Stored data entries
__________________________________________________

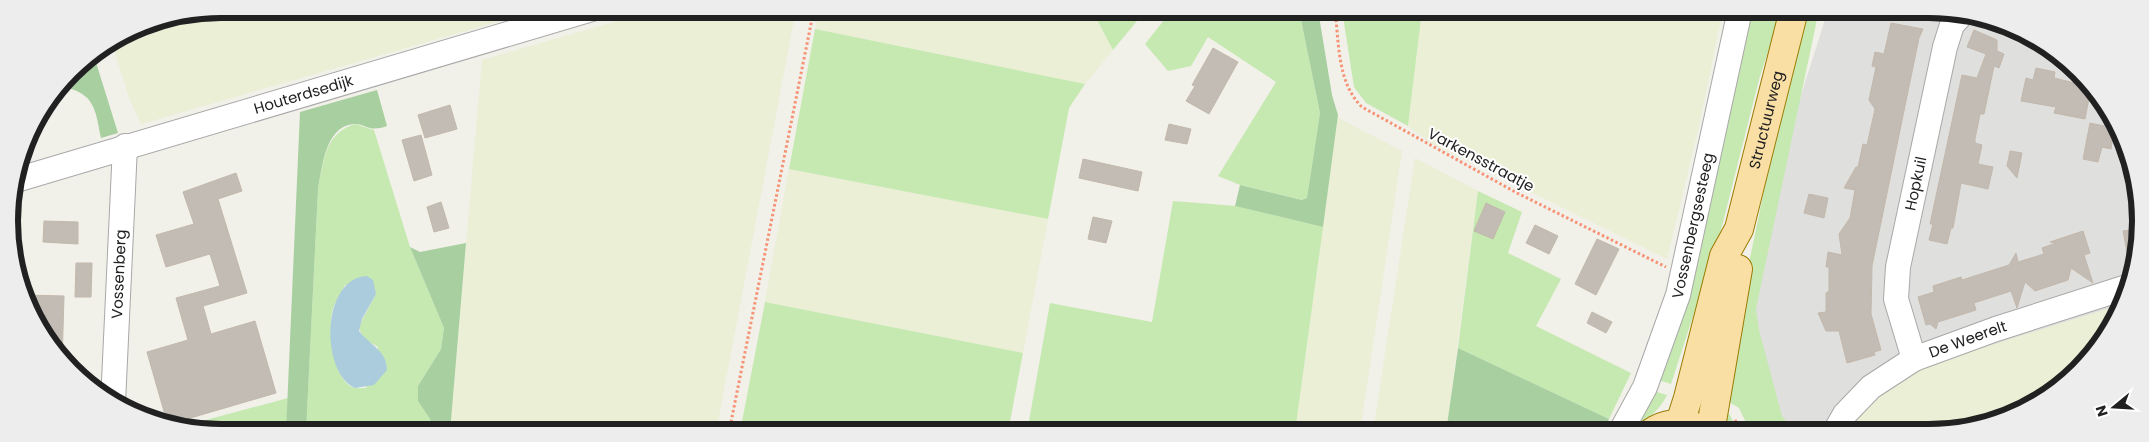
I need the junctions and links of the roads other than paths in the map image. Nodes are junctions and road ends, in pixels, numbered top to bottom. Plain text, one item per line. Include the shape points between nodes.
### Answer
1 (561, 18) edge
2 (1738, 18) edge
3 (1792, 18) edge
4 (1957, 19) edge
5 (125, 146) junction
6 (22, 178) edge
7 (1739, 229) junction
8 (2119, 290) edge
9 (1914, 359) junction
10 (113, 393) edge
11 (1624, 424) edge
12 (1675, 424) edge
13 (1712, 424) edge
14 (1839, 424) edge

1 - 5 street, Houterdsedijk
2 - 11 street, Vossenbergsesteeg via 1683,276 1645,387
3 - 7 main road, Structuurweg
4 - 9 street, Hopkuil via 1944,47 1898,267 1896,298
5 - 6 street, Houterdsedijk
5 - 10 street, Vossenberg
7 - 12 main road, Structuurweg via 1716,253
7 - 13 main road, Structuurweg via 1740,263
8 - 9 street, De Weerelt
9 - 14 street, De Weerelt via 1871,386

__________________________________________________

### EXERCISE GOAL
Drop the images and return the data verbatim.

### RESULT
I need the junctions and links of the roads other than paths in the map image. Nodes are junctions and road ends, in pixels, numbered top to bottom. Plain text, one item per line. Include the shape points between nodes.
### Answer
1 (561, 18) edge
2 (1738, 18) edge
3 (1792, 18) edge
4 (1957, 19) edge
5 (125, 146) junction
6 (22, 178) edge
7 (1739, 229) junction
8 (2119, 290) edge
9 (1914, 359) junction
10 (113, 393) edge
11 (1624, 424) edge
12 (1675, 424) edge
13 (1712, 424) edge
14 (1839, 424) edge

1 - 5 street, Houterdsedijk
2 - 11 street, Vossenbergsesteeg via 1683,276 1645,387
3 - 7 main road, Structuurweg
4 - 9 street, Hopkuil via 1944,47 1898,267 1896,298
5 - 6 street, Houterdsedijk
5 - 10 street, Vossenberg
7 - 12 main road, Structuurweg via 1716,253
7 - 13 main road, Structuurweg via 1740,263
8 - 9 street, De Weerelt
9 - 14 street, De Weerelt via 1871,386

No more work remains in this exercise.